The difference between them is

$(XY(Z^k) - YX(Z^k)) \partial_k = \nabla_{[X, Y]}Z \, ,$

by definition. Thus

$\nabla_X \nabla_Y Z - \nabla_Y \nabla_X Z = \nabla_{[X, Y]}Z \, .$

Therefore, the Euclidean space with the Euclidean connection (which is the Levi-Civita connection on Euclidean space) is flat.

Based on the above definition of the flatness criterion, then we can define a measure on how far away a manifold to be flat:

$\begin{align} &R: \mathfrak{X}(\M) \times \mathfrak{X}(\M) \times \mathfrak{X}(\M) \to \mathfrak{X}(\M) \\ &R(X, Y)Z = \nabla_X \nabla_Y Z - \nabla_Y \nabla_X Z - \nabla_{[X, Y]} Z \, , \end{align}$

which is a multilinear map over $C^\infty (\M)$, and is therefore a $(1, 3)$-tensor field on $\M$.
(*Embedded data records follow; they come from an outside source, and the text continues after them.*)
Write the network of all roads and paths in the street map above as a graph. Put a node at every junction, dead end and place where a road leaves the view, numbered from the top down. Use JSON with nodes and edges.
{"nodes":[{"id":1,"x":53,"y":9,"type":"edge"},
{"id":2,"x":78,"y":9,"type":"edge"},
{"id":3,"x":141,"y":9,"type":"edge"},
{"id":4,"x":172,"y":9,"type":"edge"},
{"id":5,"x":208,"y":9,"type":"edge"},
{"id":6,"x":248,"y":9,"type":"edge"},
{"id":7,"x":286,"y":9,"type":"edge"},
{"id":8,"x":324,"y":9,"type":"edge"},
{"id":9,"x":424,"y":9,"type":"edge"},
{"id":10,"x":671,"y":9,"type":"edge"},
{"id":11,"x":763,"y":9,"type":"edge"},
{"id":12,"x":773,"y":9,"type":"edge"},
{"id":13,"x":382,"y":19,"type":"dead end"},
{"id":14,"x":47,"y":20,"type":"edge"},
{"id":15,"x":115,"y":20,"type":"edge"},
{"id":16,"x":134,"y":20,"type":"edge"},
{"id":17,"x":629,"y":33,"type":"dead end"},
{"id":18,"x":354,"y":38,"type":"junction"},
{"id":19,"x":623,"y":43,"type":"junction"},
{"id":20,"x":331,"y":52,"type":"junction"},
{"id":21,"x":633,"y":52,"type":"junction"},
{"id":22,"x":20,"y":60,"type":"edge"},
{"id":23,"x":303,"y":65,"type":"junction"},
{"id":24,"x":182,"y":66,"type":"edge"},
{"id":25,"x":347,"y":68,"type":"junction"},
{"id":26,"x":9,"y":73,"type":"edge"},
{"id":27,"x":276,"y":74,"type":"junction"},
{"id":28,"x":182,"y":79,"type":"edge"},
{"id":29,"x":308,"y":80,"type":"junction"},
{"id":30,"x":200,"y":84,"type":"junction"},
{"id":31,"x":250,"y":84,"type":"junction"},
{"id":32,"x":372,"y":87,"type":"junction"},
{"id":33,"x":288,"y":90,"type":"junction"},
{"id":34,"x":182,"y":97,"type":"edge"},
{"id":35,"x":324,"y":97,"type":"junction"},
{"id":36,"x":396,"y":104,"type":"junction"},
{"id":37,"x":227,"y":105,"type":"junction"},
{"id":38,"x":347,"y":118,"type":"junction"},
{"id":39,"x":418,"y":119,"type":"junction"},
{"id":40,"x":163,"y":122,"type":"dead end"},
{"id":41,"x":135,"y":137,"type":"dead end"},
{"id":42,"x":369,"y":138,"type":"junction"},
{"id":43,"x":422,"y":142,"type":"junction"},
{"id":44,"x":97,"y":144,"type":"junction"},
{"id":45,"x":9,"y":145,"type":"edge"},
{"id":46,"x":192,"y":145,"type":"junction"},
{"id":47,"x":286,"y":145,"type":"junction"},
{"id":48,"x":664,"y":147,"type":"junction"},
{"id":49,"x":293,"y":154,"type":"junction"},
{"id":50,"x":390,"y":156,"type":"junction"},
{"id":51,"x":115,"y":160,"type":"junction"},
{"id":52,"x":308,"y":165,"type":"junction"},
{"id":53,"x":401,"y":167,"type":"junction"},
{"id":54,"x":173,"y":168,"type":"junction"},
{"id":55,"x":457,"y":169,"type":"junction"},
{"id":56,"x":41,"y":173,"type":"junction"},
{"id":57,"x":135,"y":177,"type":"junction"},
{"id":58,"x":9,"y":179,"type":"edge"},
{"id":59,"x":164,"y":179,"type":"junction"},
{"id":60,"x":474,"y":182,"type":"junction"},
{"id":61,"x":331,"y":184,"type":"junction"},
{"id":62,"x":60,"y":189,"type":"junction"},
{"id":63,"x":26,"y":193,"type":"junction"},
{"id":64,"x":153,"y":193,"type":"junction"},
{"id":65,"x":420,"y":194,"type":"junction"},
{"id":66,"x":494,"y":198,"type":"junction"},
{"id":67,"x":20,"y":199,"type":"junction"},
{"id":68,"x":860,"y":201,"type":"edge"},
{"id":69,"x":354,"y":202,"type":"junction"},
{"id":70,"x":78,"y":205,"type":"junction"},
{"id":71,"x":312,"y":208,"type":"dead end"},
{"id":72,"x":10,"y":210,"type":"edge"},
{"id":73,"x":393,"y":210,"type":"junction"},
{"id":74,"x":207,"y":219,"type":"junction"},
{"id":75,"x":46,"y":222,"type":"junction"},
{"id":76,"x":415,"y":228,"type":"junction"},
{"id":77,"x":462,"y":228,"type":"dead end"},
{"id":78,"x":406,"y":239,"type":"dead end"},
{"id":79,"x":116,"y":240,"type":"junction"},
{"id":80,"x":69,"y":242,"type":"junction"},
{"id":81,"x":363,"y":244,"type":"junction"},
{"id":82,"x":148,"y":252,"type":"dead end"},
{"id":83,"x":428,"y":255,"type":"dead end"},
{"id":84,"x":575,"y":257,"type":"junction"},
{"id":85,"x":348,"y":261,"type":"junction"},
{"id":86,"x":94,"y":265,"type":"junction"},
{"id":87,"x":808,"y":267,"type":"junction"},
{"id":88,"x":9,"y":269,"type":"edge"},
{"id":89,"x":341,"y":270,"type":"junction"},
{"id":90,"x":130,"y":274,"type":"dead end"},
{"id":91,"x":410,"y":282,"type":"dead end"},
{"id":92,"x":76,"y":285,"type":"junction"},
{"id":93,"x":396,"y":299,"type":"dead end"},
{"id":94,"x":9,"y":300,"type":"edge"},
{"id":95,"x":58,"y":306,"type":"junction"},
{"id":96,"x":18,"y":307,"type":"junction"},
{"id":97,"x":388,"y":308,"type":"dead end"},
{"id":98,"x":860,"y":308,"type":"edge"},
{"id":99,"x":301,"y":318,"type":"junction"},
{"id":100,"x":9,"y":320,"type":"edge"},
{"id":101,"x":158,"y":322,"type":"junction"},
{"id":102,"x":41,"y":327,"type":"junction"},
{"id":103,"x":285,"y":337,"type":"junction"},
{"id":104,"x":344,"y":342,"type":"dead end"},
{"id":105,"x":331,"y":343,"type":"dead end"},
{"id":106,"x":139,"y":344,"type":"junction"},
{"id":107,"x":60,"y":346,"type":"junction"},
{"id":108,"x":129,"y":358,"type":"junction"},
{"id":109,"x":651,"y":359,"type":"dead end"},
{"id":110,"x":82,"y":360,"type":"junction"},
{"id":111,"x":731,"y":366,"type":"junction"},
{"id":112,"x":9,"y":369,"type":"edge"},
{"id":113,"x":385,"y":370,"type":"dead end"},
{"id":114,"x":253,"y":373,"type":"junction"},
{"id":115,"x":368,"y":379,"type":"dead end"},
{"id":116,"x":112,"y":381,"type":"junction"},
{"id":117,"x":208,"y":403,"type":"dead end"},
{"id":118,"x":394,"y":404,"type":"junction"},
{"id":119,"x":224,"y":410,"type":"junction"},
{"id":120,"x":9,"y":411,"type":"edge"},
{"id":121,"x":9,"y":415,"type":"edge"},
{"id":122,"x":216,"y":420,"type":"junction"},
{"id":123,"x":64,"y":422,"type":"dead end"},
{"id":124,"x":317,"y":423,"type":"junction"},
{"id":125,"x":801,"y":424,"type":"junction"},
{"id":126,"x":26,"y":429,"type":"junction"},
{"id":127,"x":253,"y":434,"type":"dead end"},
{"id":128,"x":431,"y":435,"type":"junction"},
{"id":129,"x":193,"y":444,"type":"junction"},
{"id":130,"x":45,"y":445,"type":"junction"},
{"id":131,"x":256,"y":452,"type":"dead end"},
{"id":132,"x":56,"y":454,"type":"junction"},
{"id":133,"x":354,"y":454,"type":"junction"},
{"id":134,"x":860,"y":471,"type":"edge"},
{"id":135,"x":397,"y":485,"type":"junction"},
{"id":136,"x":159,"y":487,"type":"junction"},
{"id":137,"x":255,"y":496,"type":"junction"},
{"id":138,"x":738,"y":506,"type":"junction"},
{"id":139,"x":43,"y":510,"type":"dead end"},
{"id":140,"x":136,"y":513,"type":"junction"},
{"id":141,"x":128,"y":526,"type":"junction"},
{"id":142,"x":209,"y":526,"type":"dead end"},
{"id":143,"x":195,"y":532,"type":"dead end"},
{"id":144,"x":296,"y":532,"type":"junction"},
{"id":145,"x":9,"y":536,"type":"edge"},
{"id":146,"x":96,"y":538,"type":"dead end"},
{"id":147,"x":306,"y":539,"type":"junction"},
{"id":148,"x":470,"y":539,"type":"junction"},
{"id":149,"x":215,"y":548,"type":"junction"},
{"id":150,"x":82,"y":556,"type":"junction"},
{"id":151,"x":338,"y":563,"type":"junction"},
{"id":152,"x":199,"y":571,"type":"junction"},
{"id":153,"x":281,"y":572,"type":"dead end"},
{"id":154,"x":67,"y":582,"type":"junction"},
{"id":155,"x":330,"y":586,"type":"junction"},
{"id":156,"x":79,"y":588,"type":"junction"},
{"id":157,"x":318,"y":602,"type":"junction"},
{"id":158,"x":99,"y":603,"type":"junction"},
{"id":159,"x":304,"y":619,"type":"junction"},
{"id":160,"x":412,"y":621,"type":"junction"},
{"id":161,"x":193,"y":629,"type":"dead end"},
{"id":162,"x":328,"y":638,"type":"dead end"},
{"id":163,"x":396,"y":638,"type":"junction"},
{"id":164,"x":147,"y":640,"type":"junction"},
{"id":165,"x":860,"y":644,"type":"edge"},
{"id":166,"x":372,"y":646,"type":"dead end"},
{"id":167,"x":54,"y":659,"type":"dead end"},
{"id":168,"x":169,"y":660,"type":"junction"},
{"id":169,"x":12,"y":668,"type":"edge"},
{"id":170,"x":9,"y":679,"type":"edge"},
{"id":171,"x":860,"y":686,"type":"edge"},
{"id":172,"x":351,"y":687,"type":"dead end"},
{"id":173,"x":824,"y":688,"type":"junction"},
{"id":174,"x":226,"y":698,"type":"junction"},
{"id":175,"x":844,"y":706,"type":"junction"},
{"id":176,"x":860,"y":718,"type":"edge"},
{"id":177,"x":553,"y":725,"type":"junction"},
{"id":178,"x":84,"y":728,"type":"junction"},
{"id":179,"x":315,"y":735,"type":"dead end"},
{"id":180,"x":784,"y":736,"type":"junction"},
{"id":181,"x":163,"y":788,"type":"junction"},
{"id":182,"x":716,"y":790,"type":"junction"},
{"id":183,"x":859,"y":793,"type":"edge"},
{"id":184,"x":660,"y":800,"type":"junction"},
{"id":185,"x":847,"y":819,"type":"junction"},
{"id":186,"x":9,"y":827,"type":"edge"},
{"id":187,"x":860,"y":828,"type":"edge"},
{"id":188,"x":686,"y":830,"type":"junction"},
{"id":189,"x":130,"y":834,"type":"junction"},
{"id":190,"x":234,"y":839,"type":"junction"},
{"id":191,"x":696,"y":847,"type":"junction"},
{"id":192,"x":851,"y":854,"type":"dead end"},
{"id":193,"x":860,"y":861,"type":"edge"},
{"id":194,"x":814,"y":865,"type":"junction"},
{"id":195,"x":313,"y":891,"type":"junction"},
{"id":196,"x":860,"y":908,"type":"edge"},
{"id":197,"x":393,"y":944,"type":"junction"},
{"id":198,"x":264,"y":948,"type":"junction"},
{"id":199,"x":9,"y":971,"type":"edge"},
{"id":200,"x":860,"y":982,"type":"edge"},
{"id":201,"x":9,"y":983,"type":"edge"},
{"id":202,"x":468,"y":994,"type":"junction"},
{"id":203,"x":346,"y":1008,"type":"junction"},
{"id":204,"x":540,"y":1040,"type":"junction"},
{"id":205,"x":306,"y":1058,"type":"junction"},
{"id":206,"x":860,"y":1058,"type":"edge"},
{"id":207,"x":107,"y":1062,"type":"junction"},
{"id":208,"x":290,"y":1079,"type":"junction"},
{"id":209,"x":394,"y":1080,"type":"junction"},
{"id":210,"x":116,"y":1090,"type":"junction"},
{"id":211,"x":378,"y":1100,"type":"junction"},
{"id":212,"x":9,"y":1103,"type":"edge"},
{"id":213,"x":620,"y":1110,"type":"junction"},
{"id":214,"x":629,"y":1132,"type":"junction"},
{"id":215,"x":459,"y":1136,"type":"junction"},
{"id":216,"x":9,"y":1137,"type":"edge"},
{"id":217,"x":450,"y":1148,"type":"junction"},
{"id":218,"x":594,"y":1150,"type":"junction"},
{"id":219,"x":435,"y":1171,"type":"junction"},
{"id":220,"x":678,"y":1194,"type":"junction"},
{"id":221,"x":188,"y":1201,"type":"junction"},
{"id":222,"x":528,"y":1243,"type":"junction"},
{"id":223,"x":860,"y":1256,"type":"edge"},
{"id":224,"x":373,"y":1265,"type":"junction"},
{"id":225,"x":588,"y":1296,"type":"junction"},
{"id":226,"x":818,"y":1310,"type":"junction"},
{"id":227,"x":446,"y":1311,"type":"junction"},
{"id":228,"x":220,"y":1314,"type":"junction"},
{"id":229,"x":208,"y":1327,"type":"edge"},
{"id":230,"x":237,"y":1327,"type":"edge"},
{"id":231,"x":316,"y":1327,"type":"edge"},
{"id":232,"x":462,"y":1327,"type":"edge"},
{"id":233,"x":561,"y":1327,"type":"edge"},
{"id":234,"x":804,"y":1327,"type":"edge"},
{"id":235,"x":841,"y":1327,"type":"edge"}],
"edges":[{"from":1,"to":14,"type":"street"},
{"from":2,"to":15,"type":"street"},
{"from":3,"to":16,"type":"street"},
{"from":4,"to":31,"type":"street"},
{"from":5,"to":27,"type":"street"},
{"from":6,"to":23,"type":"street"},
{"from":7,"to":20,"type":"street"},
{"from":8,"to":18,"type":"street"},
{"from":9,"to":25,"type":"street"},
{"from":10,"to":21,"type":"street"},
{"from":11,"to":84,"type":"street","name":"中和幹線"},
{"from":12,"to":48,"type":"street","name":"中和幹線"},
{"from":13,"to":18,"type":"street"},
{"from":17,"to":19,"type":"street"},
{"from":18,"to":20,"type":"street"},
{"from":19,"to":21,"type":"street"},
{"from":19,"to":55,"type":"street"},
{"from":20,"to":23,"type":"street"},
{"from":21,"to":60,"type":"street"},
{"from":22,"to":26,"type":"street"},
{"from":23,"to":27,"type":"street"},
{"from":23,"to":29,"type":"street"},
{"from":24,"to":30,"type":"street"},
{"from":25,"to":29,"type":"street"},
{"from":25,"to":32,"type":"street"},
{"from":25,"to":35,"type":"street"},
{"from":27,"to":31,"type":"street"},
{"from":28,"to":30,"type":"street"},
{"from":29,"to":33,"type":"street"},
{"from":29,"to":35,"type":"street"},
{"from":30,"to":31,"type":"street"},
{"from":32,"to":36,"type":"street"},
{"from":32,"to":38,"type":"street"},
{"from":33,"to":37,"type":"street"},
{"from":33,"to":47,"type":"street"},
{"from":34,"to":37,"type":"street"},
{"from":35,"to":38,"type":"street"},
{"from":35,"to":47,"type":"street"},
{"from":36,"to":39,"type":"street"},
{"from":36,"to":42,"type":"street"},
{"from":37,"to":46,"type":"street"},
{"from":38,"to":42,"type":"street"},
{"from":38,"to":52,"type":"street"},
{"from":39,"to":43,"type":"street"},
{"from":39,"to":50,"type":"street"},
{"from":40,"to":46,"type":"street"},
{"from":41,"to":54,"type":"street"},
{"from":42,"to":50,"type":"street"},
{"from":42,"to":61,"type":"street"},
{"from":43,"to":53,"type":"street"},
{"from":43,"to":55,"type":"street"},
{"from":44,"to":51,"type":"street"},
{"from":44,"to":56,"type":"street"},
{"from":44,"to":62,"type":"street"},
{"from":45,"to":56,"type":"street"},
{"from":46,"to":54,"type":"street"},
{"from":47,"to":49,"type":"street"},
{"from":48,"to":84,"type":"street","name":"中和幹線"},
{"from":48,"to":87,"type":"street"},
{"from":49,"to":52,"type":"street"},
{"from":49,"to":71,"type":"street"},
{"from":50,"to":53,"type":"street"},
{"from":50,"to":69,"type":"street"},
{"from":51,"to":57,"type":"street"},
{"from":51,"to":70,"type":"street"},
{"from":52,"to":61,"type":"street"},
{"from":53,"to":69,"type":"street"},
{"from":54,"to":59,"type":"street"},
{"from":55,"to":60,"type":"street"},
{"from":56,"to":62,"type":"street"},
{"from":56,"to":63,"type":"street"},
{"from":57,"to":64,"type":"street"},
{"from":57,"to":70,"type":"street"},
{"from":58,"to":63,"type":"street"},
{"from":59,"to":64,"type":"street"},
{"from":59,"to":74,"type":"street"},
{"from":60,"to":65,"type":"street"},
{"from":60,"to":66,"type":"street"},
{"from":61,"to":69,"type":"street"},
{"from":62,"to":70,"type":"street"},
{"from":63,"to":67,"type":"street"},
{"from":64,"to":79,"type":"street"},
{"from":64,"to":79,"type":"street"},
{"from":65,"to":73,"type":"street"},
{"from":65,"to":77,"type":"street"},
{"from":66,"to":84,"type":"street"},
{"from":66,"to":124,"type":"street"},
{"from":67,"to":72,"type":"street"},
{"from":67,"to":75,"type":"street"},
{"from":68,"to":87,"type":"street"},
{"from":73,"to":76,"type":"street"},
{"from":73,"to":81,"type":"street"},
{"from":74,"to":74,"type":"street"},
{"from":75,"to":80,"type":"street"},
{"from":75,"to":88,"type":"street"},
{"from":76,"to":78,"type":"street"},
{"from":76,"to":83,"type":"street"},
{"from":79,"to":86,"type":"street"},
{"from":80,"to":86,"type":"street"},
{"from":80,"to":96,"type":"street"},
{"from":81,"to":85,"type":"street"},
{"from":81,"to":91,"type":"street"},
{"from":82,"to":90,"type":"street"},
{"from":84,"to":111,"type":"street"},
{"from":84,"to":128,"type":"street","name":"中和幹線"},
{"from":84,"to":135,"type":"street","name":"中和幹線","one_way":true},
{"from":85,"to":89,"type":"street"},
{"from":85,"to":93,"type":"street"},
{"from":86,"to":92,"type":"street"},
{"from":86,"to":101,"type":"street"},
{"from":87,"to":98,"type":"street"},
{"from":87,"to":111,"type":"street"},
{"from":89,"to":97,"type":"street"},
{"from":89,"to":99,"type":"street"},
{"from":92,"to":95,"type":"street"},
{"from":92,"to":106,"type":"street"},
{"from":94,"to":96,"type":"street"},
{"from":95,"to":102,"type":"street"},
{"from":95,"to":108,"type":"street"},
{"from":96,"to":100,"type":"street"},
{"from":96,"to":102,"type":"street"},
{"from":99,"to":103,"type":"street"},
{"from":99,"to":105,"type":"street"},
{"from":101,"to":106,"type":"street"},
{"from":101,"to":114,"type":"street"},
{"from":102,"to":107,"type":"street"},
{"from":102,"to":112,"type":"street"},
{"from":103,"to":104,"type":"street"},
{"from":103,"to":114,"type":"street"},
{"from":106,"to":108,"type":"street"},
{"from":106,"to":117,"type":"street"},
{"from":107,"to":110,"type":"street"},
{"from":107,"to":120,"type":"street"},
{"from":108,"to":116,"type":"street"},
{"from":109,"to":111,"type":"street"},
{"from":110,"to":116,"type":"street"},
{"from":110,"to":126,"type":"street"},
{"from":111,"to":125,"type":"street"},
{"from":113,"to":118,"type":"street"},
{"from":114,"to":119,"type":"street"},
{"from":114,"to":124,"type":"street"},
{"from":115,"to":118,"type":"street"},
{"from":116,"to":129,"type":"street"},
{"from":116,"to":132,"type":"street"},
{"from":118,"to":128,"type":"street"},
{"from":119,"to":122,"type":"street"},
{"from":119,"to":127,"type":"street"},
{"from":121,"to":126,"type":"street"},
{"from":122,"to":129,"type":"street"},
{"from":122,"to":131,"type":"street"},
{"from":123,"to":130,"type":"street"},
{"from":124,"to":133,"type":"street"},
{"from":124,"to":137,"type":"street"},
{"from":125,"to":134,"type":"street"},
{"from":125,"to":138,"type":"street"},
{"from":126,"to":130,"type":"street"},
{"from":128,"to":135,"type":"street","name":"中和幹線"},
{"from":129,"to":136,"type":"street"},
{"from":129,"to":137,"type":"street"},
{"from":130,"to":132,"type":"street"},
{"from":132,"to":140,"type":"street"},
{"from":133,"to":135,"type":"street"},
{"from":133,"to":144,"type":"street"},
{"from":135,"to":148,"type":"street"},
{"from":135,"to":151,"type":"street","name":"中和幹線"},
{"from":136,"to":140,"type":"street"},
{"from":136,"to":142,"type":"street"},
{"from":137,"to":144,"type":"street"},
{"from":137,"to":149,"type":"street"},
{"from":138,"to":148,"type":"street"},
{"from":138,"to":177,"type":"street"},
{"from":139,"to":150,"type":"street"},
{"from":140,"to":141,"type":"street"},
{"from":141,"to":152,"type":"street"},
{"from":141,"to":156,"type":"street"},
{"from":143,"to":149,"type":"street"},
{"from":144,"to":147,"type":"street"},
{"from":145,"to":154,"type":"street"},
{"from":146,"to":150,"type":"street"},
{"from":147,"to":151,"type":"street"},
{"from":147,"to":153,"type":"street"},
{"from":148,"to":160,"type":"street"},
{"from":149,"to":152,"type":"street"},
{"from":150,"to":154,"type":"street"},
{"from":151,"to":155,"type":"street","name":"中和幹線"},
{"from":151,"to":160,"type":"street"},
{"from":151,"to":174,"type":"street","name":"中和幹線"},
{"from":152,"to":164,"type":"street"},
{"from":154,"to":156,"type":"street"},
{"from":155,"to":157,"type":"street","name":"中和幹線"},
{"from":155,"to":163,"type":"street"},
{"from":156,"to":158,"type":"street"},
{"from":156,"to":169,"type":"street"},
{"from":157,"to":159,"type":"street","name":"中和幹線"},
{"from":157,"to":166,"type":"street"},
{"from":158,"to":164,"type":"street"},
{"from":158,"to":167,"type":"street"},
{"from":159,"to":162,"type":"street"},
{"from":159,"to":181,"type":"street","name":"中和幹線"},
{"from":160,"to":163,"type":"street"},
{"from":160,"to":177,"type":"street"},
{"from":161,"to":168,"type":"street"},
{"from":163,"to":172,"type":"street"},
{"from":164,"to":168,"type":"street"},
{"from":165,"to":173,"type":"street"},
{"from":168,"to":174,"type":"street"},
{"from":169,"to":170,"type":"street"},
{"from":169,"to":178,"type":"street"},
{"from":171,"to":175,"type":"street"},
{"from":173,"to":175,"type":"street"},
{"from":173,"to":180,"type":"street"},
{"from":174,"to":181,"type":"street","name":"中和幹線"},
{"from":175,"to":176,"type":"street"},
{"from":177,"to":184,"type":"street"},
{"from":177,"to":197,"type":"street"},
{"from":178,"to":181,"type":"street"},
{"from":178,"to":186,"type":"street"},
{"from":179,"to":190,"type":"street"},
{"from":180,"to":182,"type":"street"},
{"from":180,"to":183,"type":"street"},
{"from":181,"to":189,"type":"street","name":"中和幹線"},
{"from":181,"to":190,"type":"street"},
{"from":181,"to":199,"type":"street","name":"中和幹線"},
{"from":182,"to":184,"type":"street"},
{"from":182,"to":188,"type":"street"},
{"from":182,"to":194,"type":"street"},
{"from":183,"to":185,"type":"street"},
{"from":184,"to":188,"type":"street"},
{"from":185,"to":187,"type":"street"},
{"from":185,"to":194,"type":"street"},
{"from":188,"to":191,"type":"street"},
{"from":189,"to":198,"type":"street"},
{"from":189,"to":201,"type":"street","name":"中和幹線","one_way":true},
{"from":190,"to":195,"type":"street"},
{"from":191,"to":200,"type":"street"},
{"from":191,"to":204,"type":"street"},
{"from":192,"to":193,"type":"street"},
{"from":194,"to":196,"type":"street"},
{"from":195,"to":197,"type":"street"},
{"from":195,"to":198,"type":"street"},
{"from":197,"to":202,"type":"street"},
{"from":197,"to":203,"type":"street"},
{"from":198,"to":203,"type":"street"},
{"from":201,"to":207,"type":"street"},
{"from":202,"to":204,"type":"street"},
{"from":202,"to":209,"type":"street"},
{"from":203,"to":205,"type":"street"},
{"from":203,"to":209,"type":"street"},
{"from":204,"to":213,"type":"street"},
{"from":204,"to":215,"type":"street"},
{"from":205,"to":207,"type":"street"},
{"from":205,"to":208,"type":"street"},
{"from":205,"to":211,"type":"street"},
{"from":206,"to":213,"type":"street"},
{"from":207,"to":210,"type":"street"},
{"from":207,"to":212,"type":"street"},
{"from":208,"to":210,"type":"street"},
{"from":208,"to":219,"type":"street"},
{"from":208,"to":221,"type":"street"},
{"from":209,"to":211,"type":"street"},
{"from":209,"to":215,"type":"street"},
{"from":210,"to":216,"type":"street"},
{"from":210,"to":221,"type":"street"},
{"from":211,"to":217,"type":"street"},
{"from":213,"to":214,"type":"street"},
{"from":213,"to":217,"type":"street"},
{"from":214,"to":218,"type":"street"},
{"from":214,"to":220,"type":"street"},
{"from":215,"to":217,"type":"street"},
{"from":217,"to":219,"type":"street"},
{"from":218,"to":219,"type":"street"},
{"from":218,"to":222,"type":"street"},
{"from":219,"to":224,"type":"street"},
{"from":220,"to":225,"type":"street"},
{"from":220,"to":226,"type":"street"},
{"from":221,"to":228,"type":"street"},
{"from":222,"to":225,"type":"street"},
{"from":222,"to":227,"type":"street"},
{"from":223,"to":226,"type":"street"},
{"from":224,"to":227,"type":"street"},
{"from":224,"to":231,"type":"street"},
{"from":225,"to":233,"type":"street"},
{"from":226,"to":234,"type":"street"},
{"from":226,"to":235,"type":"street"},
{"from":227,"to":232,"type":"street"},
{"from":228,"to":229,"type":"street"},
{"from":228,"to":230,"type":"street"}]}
We can then define a covariant 4-tensor called the (Riemann) curvature tensor to be the $(0, 4)$-tensor field $Rm := R^\flat$, by lowering the contravariant index of $R$. Its action on vector fields is given by

$Rm(X, Y, Z, W) := \inner{R(X, Y)Z, W}_g \, .$

In any local coordinates, it is written

$Rm = R_{ijkl} \, dx^i \otimes dx^j \otimes dx^k \otimes dx^l \, ,$

where $R_{ijkl} = g_{lm} \, {R_{ijkl}}^m$. We can show that $Rm$ is a local isometry invariant. Furthermore, compatible with our intuition of the role of the curvature tensor, a Riemannian manifold is flat if and only if its curvature tensor vanishes identically.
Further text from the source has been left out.